Monzo's Playbook for Fraud Detection
Monzo is using representation learning to get smarter about fraud detection. The bank published a deep dive on its approach, which focuses on continuous feature extraction from transaction streams and adversarial adaptation to counter new fraud patterns. It's a real-world blueprint for balancing high detection rates with the privacy and explainability needs of a regulated bank.

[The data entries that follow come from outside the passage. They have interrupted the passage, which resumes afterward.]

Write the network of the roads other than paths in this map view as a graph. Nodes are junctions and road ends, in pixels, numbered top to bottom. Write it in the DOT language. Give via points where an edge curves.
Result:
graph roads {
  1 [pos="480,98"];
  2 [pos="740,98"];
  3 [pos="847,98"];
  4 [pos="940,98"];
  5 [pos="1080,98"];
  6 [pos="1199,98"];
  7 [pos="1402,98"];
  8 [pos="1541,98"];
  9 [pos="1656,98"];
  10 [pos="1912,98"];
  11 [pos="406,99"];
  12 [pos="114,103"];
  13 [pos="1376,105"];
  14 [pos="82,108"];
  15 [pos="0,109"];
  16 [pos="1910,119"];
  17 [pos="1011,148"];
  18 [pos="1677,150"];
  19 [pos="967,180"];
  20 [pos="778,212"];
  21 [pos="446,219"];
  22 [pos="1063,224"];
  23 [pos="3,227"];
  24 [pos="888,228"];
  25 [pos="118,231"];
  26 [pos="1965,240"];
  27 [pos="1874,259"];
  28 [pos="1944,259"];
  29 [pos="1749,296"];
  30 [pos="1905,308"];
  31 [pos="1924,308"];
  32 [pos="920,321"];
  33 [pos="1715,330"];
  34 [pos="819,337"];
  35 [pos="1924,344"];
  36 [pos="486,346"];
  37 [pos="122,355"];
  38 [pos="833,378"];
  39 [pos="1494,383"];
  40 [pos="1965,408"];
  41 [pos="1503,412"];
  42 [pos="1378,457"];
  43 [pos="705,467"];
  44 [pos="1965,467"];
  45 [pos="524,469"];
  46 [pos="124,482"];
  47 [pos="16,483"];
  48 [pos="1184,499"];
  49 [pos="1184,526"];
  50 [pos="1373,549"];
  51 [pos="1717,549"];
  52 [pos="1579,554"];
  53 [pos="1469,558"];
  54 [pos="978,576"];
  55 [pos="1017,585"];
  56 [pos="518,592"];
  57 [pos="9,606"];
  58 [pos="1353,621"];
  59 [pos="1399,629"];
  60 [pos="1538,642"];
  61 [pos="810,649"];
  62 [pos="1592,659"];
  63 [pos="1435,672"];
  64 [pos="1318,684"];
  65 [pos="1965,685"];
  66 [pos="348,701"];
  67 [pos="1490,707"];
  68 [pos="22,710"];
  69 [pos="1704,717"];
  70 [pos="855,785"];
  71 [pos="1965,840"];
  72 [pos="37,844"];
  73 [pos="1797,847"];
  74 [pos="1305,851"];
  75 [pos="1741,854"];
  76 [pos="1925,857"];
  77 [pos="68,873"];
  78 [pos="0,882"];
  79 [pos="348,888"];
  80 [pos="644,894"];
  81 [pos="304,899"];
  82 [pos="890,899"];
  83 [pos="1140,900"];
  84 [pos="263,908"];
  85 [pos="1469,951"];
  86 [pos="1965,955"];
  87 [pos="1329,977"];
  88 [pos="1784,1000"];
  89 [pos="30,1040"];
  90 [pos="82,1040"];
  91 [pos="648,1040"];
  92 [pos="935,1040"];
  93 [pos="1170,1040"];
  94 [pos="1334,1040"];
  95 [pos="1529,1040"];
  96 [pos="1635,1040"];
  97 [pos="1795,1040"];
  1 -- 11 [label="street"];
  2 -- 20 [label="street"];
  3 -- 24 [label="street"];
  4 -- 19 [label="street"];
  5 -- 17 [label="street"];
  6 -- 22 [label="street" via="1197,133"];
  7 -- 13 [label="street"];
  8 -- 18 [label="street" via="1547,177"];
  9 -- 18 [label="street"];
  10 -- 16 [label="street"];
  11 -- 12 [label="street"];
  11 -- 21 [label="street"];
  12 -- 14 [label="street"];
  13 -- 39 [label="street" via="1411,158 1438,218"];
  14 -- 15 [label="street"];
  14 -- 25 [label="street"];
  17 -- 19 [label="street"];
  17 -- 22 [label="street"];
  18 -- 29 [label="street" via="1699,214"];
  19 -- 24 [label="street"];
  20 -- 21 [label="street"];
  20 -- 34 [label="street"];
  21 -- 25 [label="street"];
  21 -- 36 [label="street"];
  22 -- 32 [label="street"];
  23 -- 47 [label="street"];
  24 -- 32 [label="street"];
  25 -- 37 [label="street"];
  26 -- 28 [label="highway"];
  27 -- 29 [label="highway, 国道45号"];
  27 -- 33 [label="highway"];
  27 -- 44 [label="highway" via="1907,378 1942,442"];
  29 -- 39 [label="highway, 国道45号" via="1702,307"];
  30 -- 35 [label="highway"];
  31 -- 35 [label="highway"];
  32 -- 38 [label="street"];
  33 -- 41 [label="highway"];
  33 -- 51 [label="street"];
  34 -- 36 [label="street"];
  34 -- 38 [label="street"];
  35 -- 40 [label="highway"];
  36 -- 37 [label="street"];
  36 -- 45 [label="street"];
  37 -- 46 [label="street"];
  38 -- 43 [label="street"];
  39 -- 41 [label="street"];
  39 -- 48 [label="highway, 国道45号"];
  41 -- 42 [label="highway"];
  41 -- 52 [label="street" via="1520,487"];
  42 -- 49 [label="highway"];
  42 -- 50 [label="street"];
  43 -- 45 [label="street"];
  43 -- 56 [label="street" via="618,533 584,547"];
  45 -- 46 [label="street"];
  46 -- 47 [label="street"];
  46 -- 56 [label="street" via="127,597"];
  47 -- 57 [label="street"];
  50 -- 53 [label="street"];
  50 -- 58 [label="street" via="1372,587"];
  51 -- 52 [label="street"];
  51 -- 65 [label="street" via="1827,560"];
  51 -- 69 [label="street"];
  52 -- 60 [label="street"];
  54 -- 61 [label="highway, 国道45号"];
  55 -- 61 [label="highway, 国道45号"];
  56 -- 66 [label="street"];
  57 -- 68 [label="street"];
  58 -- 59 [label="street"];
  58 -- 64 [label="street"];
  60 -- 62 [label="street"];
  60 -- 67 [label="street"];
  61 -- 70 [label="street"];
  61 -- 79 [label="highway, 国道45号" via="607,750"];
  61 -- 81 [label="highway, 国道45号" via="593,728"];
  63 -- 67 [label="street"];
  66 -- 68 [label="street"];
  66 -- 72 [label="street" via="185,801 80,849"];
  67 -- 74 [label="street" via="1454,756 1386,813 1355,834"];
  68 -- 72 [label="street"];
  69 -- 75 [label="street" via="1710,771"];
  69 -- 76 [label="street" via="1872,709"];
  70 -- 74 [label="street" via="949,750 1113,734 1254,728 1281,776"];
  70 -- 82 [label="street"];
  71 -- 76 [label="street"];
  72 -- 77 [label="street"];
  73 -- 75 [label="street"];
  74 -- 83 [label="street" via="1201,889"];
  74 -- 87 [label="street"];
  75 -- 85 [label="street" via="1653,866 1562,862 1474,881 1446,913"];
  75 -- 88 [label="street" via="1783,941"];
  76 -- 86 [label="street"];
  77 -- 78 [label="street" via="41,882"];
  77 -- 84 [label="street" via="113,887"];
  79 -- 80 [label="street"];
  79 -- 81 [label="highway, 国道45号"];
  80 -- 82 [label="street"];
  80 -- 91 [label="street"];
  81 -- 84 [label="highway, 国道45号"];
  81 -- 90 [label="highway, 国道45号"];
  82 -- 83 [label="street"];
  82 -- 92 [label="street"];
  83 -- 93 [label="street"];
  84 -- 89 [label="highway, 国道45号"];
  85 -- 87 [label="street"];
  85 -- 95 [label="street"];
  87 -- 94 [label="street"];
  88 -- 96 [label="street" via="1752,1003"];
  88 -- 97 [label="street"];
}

Monzo's fraud detection platform processes transactions for over 12.1 million users, who spent more than £55 billion through the bank in 2024. The system is designed to handle this scale with ultra-low latency, as fraudulent transactions account for fewer than one in every ten thousand transactions. The architecture is built on a reactive, microservices-based platform using Google Cloud's BigQuery and Vertex AI. Each transaction passes through a four-step process: identifying applicable controls, loading features from a dedicated service, executing logic written in Starlark, and finally applying actions like blocking a payment or issuing a warning. Monzo's previous production model was a LightGBM baseline, which has now been compared against the new multi-task neural network. This newer approach, focused on representation learning, demonstrated superior ability to generalize and maintain higher recall on rare and previously unseen fraud behaviors. The emphasis on "adversarial adaptation" is a direct response to the tactics of sophisticated fraudsters. Attackers constantly probe systems with low-risk transactions to learn the rules, adapt their strategies to mimic legitimate behavior, and then scale the attacks once a weakness is found, creating a continuous arms race. This system has shown measurable results in reducing losses from authorized push payment (APP) scams. In 2023, Monzo reported that its machine learning models helped limit losses to just £213 for every £1 million transacted. Operating within the UK's regulatory framework, Monzo's use of AI is overseen by the FCA and PRA, which apply existing financial rules rather than AI-specific legislation. Key constraints shaping their system design include stringent data protection, privacy rules, and the FCA's Consumer Duty.